Bwin.party Goes After Pennsylvania Partnership to Secure Top Spot in Online Poker Race

Posted on March 23rd, 2015 by Alana Markoff
bwin.party Pennsylvania online poker

Bwin.party is wasting no time in securing a partnership with a land-based casino, so the online poker and gaming operator will be ready to roll should lawmakers pass one of two current Pennsylvania Internet gambling proposals. (Image: pokerupdate.com)

Bwin.party believes Pennsylvania will be the next state to legalize online poker and gambling, and to that end has reportedly secured a deal with an unnamed land-based casino.

The gaming network apparently plans on being the first to market in the Keystone State, just as it did in New Jersey.

Bwin.party CEO Norbert Teufelberger confirmed a partnership was in place to eGaming Review, but opted to withhold naming with which Pennsylvania brick-and-mortar casino the online gambling operator had aligned.

“There is one state which is quite hot right now, which is Pennsylvania… We’ve identified a market access partner,” Teufelberger said during a conference call with investors this month.

Pennsylvania lawmakers have proposed two iGaming bills, but both will mandate Internet gambling operators to partner with a brick-and-mortar casino to offer online services.

The Pennsylvania House Gaming Oversight Committee is scheduled to hold a public hearing to discuss Internet and mobile gaming at the State Capitol on April 16th. With 12 casinos currently spread throughout the state, narrowing down the potential suitors for bwin.party is a complicated and difficult task, but one clear favorite has emerged.

Parx Casino

Although bwin.party isn’t naming names, analysts in the gaming world are actively trying to identify the Gibraltar company’s new Pennsylvania friend.

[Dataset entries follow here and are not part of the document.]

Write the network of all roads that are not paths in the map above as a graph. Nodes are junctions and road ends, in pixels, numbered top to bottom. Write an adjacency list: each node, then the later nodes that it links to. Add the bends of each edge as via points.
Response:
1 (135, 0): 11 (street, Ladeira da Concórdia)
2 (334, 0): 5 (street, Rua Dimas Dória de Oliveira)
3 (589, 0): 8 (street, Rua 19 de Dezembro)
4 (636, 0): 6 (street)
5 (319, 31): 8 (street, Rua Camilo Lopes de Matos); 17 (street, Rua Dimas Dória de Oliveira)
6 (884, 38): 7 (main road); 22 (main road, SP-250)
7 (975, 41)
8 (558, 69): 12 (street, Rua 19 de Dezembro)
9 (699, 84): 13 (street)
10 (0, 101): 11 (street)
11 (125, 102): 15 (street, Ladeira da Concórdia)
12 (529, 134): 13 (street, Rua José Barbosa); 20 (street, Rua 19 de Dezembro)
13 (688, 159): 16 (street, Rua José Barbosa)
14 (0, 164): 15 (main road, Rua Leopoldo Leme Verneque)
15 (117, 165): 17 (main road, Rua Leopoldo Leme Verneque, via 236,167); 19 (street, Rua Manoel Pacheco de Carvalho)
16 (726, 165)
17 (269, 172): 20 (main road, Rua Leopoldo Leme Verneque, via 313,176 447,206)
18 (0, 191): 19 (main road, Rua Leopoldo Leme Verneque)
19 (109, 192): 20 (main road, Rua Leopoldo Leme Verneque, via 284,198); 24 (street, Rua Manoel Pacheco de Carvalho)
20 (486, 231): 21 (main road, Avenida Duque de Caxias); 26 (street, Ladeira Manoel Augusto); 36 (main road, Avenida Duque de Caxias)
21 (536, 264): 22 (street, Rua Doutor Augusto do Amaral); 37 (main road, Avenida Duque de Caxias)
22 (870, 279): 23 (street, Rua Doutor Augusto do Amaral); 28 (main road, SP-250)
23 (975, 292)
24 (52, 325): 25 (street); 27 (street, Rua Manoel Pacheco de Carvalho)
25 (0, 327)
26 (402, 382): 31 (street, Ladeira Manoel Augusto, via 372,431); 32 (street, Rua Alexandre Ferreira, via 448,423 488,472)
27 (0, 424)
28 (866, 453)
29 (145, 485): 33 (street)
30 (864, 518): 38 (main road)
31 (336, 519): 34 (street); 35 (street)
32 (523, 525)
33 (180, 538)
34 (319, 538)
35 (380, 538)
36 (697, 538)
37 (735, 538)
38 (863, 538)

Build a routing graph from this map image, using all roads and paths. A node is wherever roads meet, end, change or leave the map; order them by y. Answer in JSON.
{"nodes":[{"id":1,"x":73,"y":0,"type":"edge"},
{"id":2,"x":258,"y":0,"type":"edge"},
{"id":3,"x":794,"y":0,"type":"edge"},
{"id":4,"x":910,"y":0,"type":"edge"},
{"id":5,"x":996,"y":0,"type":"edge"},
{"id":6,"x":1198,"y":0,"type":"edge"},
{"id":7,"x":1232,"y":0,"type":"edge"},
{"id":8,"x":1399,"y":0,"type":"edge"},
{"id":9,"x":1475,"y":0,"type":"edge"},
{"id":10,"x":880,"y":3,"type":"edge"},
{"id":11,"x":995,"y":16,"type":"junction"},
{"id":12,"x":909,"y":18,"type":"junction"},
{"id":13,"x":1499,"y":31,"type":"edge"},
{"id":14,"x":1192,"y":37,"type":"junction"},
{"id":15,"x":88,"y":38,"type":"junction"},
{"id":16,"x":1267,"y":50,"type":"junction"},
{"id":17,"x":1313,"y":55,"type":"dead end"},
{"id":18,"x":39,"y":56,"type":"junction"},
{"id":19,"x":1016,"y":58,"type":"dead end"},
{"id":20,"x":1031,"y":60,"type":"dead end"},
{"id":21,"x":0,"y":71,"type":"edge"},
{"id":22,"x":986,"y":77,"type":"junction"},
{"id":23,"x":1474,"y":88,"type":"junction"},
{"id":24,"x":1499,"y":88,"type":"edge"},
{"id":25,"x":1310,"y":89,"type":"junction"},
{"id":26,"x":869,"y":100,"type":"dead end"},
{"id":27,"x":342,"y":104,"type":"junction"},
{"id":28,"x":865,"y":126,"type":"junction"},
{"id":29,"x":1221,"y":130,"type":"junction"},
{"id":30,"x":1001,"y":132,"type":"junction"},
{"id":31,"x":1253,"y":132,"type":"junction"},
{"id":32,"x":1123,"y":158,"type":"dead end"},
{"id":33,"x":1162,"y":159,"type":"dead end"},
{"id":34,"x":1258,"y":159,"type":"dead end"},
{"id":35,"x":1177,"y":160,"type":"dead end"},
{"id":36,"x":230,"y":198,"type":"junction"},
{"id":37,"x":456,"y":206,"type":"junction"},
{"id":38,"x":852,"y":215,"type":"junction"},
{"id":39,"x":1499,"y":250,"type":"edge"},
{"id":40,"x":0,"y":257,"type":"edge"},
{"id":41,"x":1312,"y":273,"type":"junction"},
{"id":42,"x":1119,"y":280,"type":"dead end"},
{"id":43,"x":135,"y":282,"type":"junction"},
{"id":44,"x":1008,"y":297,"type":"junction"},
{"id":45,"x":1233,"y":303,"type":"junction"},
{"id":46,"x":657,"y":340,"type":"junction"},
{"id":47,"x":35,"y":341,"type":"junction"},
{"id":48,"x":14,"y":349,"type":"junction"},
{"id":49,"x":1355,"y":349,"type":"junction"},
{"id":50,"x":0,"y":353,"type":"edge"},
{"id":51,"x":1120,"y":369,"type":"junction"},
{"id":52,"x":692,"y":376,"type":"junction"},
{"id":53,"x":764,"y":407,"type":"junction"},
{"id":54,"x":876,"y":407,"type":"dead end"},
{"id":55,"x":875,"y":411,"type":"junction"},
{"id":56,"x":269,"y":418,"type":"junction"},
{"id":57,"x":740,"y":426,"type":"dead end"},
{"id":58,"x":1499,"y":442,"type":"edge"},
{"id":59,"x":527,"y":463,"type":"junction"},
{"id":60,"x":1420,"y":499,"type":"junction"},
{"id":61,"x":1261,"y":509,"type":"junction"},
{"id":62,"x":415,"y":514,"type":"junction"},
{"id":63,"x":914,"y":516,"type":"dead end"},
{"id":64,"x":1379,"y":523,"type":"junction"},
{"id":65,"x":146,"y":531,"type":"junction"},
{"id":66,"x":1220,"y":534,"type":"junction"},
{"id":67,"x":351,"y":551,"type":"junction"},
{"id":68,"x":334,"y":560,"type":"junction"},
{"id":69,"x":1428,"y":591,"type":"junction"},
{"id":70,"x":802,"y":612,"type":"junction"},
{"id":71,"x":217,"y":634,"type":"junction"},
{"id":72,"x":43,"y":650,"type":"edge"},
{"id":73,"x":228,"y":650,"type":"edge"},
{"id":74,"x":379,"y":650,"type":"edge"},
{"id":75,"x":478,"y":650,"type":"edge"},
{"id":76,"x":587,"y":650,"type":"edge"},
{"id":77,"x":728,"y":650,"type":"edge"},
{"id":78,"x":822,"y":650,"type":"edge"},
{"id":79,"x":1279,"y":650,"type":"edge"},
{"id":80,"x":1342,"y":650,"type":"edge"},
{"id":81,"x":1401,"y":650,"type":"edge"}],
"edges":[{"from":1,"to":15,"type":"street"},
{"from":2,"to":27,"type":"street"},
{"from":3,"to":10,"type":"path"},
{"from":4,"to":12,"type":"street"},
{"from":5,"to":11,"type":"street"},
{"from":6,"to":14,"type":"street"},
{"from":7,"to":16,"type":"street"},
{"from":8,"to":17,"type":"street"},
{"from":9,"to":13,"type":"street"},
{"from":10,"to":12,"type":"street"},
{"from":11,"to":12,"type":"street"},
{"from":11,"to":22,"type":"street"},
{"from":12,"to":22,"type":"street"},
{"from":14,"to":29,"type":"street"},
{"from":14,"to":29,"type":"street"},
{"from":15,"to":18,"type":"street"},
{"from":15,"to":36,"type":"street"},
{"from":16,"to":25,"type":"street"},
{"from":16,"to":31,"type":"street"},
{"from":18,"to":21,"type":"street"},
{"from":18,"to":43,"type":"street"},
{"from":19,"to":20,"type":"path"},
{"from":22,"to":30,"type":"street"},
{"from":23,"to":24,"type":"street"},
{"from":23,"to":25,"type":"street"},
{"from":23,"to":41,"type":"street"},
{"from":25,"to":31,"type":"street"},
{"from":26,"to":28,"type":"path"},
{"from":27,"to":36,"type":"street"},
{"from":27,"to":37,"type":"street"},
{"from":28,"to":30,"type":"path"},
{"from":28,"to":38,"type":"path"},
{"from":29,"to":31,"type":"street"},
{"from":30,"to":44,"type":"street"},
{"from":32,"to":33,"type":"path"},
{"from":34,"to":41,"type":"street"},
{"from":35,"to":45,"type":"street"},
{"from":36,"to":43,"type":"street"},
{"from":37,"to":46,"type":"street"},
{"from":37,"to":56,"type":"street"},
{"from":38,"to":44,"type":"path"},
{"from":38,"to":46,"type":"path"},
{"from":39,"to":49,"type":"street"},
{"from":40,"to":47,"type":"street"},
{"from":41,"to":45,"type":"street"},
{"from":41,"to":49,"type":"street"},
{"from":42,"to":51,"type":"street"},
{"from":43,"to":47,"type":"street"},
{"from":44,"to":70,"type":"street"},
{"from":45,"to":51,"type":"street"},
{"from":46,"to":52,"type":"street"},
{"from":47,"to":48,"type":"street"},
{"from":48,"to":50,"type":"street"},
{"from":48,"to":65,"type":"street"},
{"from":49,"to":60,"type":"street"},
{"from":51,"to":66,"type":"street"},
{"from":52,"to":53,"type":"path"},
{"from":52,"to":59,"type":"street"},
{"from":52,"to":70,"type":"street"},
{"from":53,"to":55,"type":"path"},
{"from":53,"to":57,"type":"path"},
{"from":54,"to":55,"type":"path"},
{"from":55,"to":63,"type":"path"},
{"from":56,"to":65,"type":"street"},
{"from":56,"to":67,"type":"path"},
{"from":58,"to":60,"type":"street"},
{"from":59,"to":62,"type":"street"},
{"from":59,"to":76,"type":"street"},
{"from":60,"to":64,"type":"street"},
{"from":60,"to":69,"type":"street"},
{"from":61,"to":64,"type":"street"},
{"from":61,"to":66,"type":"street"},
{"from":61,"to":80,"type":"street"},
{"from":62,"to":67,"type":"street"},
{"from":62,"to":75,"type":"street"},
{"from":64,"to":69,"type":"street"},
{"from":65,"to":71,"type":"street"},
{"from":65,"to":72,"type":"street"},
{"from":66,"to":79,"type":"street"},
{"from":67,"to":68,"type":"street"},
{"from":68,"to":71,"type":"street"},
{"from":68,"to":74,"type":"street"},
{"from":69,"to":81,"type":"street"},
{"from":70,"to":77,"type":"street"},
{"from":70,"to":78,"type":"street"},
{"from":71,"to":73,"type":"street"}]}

While Sheldon Adelson‘s Sands Casino Resort Bethlehem can be eliminated from the list due to its owner’s anti-online gambling positions and championing of RAWA, 11 other potential matches remain. Atop the pool of viable partners is the Parx Casino, a venue just north of downtown Philadelphia, and one that is the state’s most profitable gambling location.

To add further fuel to the speculation fire, Teufelberger said last year that if bwin would enter Pennsylvania, it would have to be with “one of the state’s leading casinos.”

Of the 12 casinos, Adelson’s Sands and Parx routinely double the revenue earnings of the other 10 venues combined. With Sands off the table, Parx is unquestionably the most financially strong option in Pennsylvania, with a 60-table poker room, 140 live table games, and 3,500 slot machines.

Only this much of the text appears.